Romain Verger – Ravive

Ravive est un recueil de neuf nouvelles ou un roman en neuf fables sur la difficulté de l’Être. L’écrivain parisien nous embarque dans sa maison d’enfance sur la côte bretonne, lieu déserté propice au voyage intérieur, à la résurgence des angoisses enfantines et aux errances fantasmagoriques. L’homme revient chargé de son histoire d’adulte meurtri par les blessures que contiennent ces vieilles pierres, les falaises mystérieuses bordant la plage Quo Vadis et le village mourant.

Et tandis qu’elle te siffle, ses yeux s’emplissent d’humeurs pulsatiles aux couleurs sanguines d’anémone que lui transfuse cette bouche vissée à ton nombril, qui n’en finit plus d’avaler ta chair et la chair de ta chair, mâchonnée, liquéfiée dans le fleuve limoneux de l’oubli où rien ne procède plus de rien, où tout s’aplani, où rien ne compte ni ne pèse, où rires et larmes s’égalent, et déjà les mains qui ont recueilli tes premiers cris se retournent comme des gants pour en couvrir les tiennes, et le vide dans ton ventre se contracte pour t’expulser.

Le récit psychanalytique se déploie dans les astucieux enchaînements de mots, dans le jeu sur les signifiants et les signifiés. La mer est la mère, la femme se confond avec l’océan dans ce qu’il a de plus rassurant et de plus effrayant, le ventre, qui souffre tant des angoisses, a besoin de se remplir, de se transformer en un espace de renaissance. L’ “hippocampe enkysté”, cette partie du cerveau jouant un rôle central dans la mémoire, se transforme en fantasme d’un homme hippocampe, cet animal marin dont la gestation est réservée au mâle.
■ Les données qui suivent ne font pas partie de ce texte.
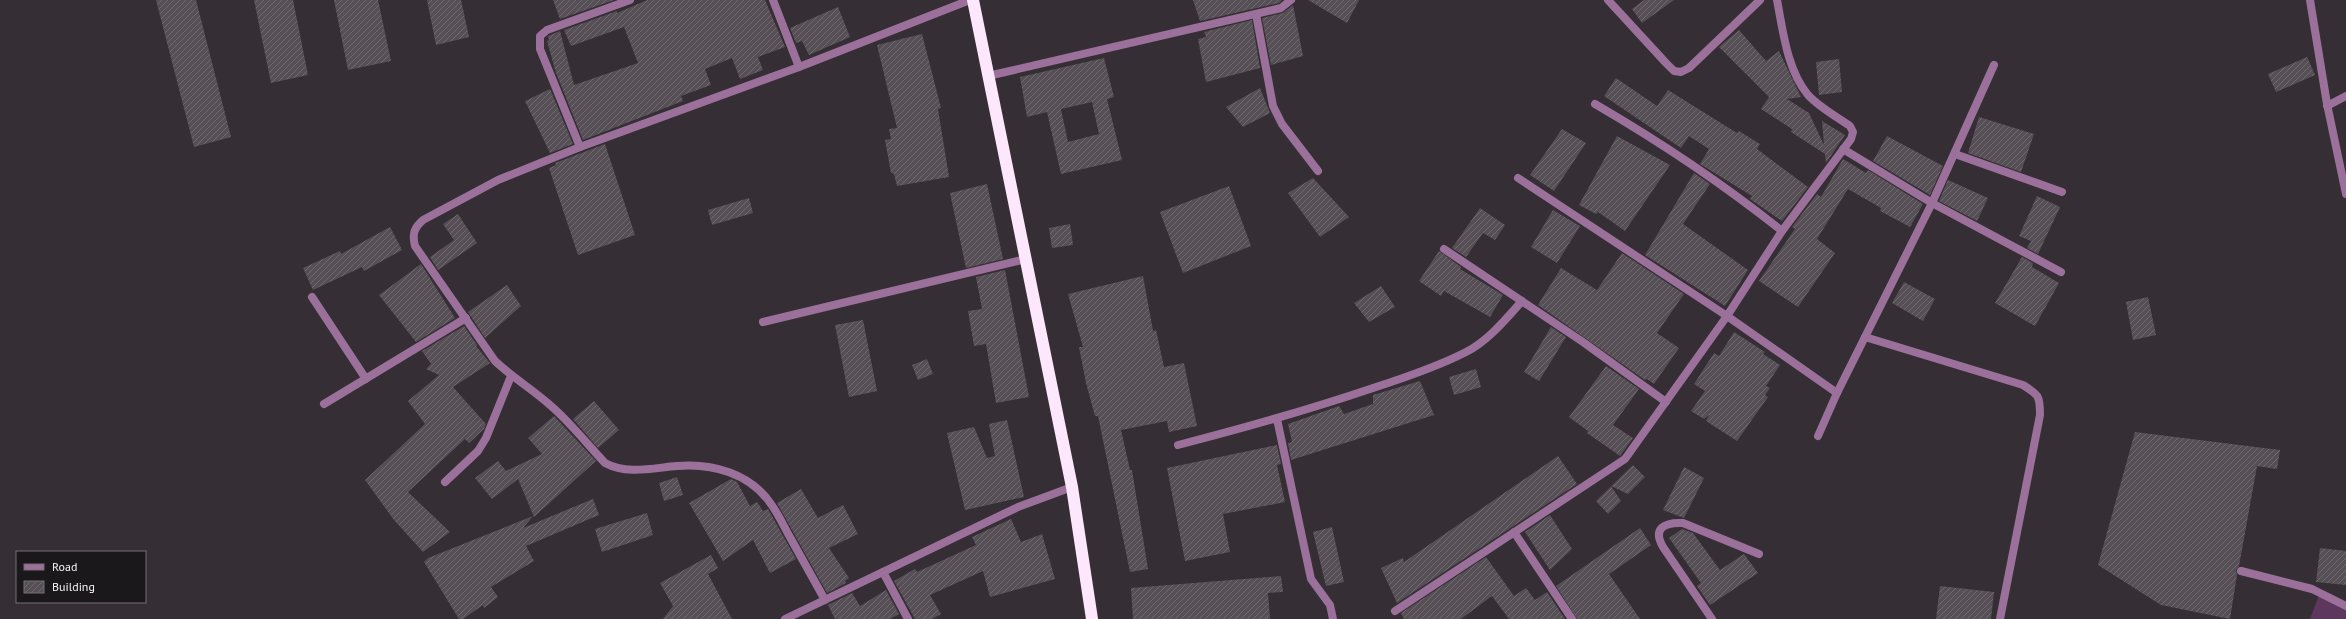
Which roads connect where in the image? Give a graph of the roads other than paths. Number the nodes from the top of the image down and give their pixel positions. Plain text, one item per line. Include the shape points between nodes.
1 (630, 0) edge
2 (773, 0) edge
3 (971, 0) edge
4 (1292, 0) edge
5 (1608, 0) edge
6 (1760, 0) edge
7 (1777, 0) edge
8 (2310, 0) edge
9 (1256, 14) junction
10 (1994, 65) dead end
11 (799, 67) junction
12 (988, 76) junction
13 (2346, 96) edge
14 (1595, 104) dead end
15 (2328, 106) junction
16 (580, 147) junction
17 (1843, 149) junction
18 (1955, 154) junction
19 (1318, 171) dead end
20 (1518, 178) dead end
21 (2062, 192) dead end
22 (2346, 194) edge
23 (1932, 203) junction
24 (1782, 231) junction
25 (1444, 249) dead end
26 (1026, 259) junction
27 (2061, 272) dead end
28 (312, 298) dead end
29 (1522, 301) junction
30 (1727, 316) junction
31 (466, 318) junction
32 (763, 322) dead end
33 (1865, 337) junction
34 (511, 376) junction
35 (366, 379) junction
36 (1837, 393) junction
37 (1666, 402) junction
38 (324, 404) dead end
39 (1277, 419) junction
40 (1818, 436) dead end
41 (1178, 444) dead end
42 (445, 482) dead end
43 (1072, 487) junction
44 (1514, 532) junction
45 (1759, 554) dead end
46 (2241, 571) dead end
47 (883, 572) junction
48 (825, 600) junction
49 (2346, 606) edge
50 (1395, 611) dead end
51 (785, 619) edge
52 (908, 619) edge
53 (1092, 619) edge
54 (1333, 619) edge
55 (1572, 619) edge
56 (1712, 619) edge
57 (2000, 619) edge

1 - 16 street via 547,30 540,36 540,48
2 - 11 street
3 - 11 street
3 - 12 highway
4 - 9 street via 1281,8
5 - 6 street via 1674,71 1681,72 1689,68
7 - 17 street via 1785,39 1800,85 1810,96 1850,126 1853,132
8 - 15 street
9 - 12 street
9 - 19 street via 1272,106 1282,124
10 - 18 street
11 - 16 street
12 - 26 highway
13 - 15 street
14 - 24 street via 1661,142 1734,193
15 - 22 street
16 - 31 street via 498,180 423,220 416,227 413,236 415,246
17 - 23 street
17 - 24 street
18 - 21 street
18 - 23 street
20 - 30 street
23 - 27 street
23 - 33 street
24 - 30 street
25 - 29 street
26 - 32 street
26 - 43 highway
28 - 35 street
29 - 37 street
29 - 39 street via 1502,324 1467,352 1396,380
30 - 36 street
30 - 37 street
31 - 34 street via 495,360
31 - 35 street
33 - 36 street
33 - 57 street via 2023,385 2040,399 2040,415
34 - 42 street via 482,444 468,462
34 - 48 street via 552,406 605,463 616,469 710,466 734,473 756,488 771,503
35 - 38 street
36 - 40 street
37 - 44 street via 1624,459
39 - 41 street
39 - 54 street via 1311,578 1330,605
43 - 47 street via 1018,507
43 - 53 highway
44 - 50 street
44 - 55 street
45 - 56 street via 1683,523 1672,522 1664,525 1658,539
46 - 49 street via 2312,589
47 - 48 street
47 - 52 street
48 - 51 street

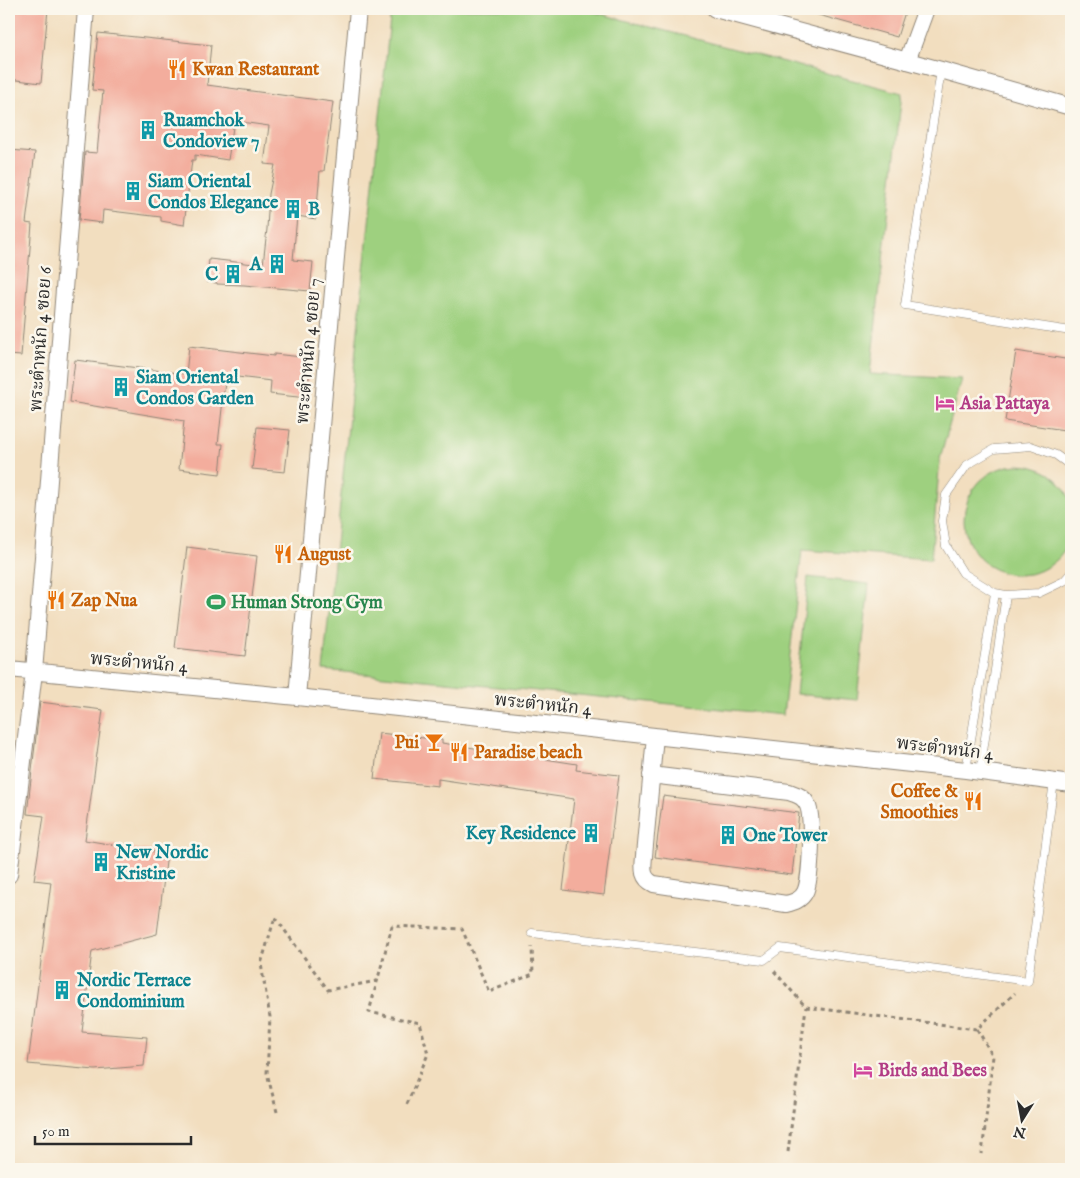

Le recueil s’ouvre donc avec Château, le récit à la première personne d’un traumatisme d’enfance. Puis, la première personne laisse place à des narrations à la deuxième ou à la troisième personne, astuces narratives pour prendre de la distance avec le douloureux récit des traumas et, ou pour raviver, notamment avec l’utilisation de la deuxième personne, chez le lecteur ces angoisses universelles de vide et de mort.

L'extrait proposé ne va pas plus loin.